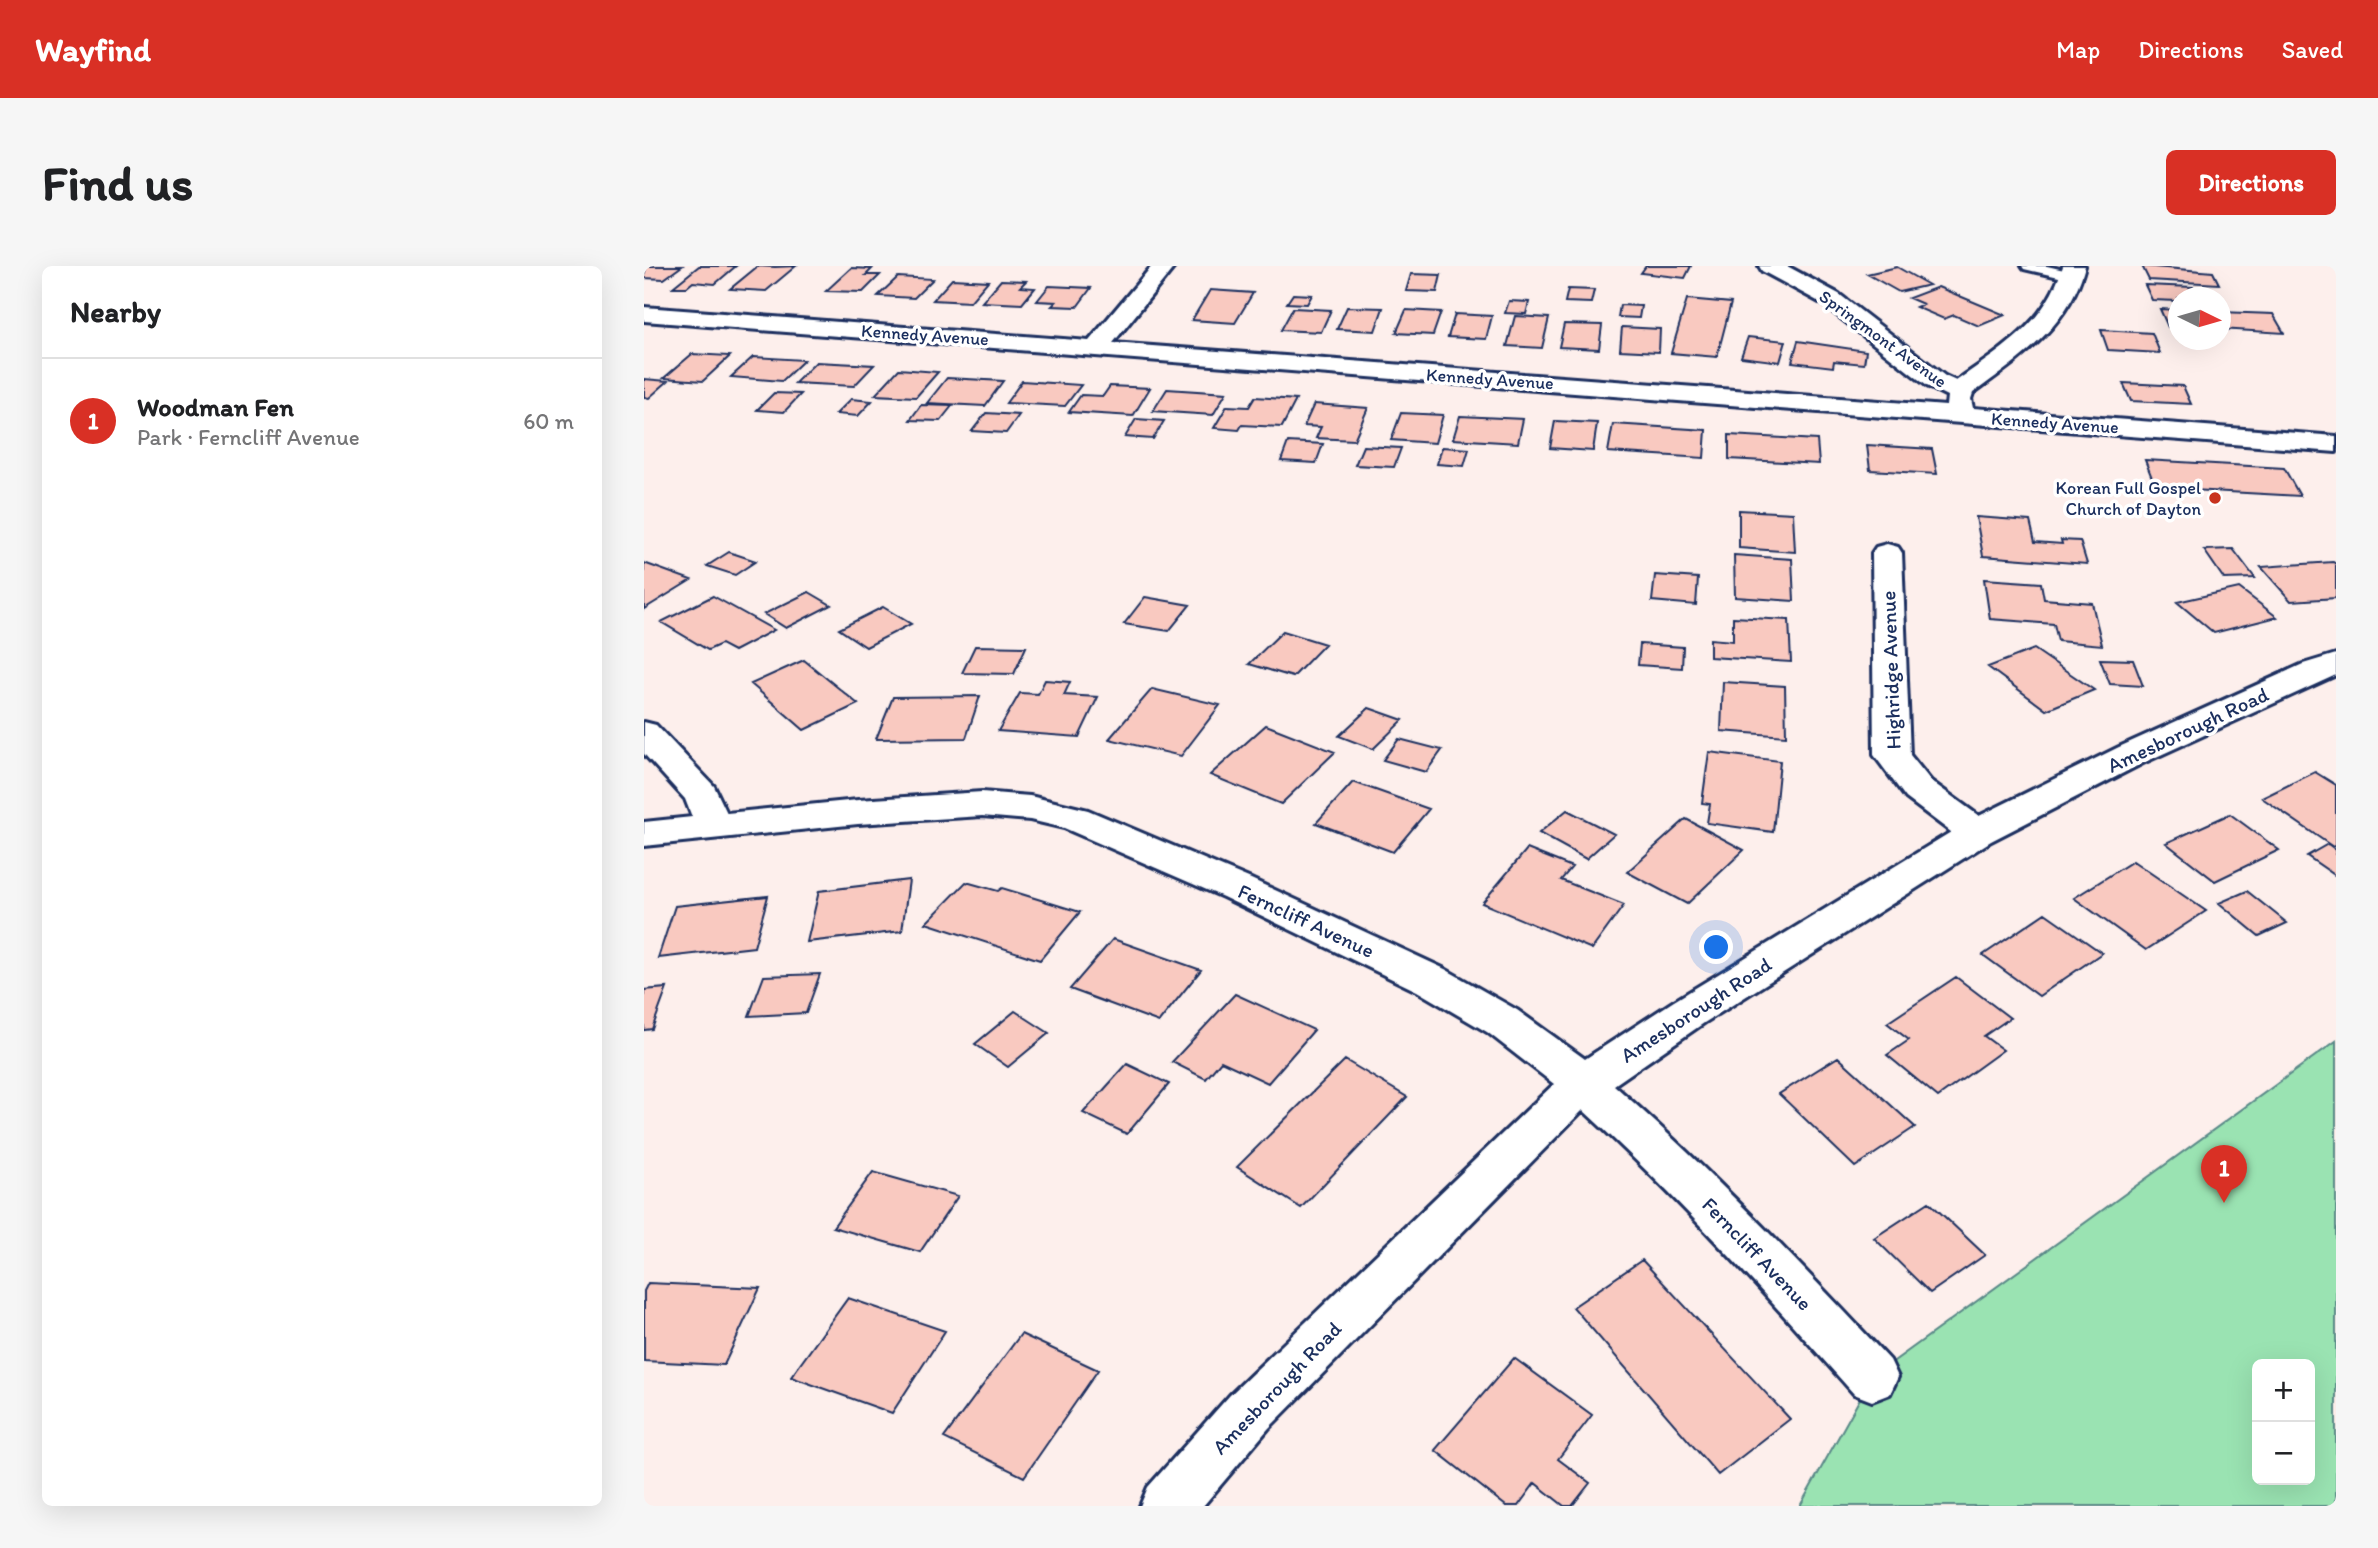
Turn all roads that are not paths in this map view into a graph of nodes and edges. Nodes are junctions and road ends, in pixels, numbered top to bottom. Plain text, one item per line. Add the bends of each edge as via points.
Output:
1 (1164, 266) edge
2 (1770, 266) edge
3 (2029, 266) edge
4 (2073, 271) edge
5 (644, 314) edge
6 (1097, 348) junction
7 (1960, 404) junction
8 (2336, 444) edge
9 (1887, 552) dead end
10 (2336, 664) edge
11 (644, 733) edge
12 (715, 827) junction
13 (1978, 832) junction
14 (644, 834) edge
15 (1583, 1083) junction
16 (1872, 1377) dead end
17 (1167, 1506) edge

1 - 6 street
2 - 7 street, Springmont Avenue via 1831,299
3 - 4 lane
4 - 7 street via 2065,295 2048,320
5 - 6 street, Kennedy Avenue
6 - 7 street, Kennedy Avenue
7 - 8 street, Kennedy Avenue
9 - 13 street, Highridge Avenue via 1892,755 1903,774 1934,804
10 - 13 street, Amesborough Road via 2143,750
11 - 12 street via 701,794
12 - 14 street, Ferncliff Avenue
12 - 15 street, Ferncliff Avenue via 982,804 1030,808 1075,819 1237,888 1431,980 1502,1021
13 - 15 street, Amesborough Road
15 - 16 street, Ferncliff Avenue via 1784,1280
15 - 17 street, Amesborough Road via 1249,1412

**TASK INSTRUCTIONS**
Return the listing unchanged except for the pictures, which should be dropped.

**RESULT FOR THIS EXERCISE**
Turn all roads that are not paths in this map view into a graph of nodes and edges. Nodes are junctions and road ends, in pixels, numbered top to bottom. Plain text, one item per line. Add the bends of each edge as via points.
Output:
1 (1164, 266) edge
2 (1770, 266) edge
3 (2029, 266) edge
4 (2073, 271) edge
5 (644, 314) edge
6 (1097, 348) junction
7 (1960, 404) junction
8 (2336, 444) edge
9 (1887, 552) dead end
10 (2336, 664) edge
11 (644, 733) edge
12 (715, 827) junction
13 (1978, 832) junction
14 (644, 834) edge
15 (1583, 1083) junction
16 (1872, 1377) dead end
17 (1167, 1506) edge

1 - 6 street
2 - 7 street, Springmont Avenue via 1831,299
3 - 4 lane
4 - 7 street via 2065,295 2048,320
5 - 6 street, Kennedy Avenue
6 - 7 street, Kennedy Avenue
7 - 8 street, Kennedy Avenue
9 - 13 street, Highridge Avenue via 1892,755 1903,774 1934,804
10 - 13 street, Amesborough Road via 2143,750
11 - 12 street via 701,794
12 - 14 street, Ferncliff Avenue
12 - 15 street, Ferncliff Avenue via 982,804 1030,808 1075,819 1237,888 1431,980 1502,1021
13 - 15 street, Amesborough Road
15 - 16 street, Ferncliff Avenue via 1784,1280
15 - 17 street, Amesborough Road via 1249,1412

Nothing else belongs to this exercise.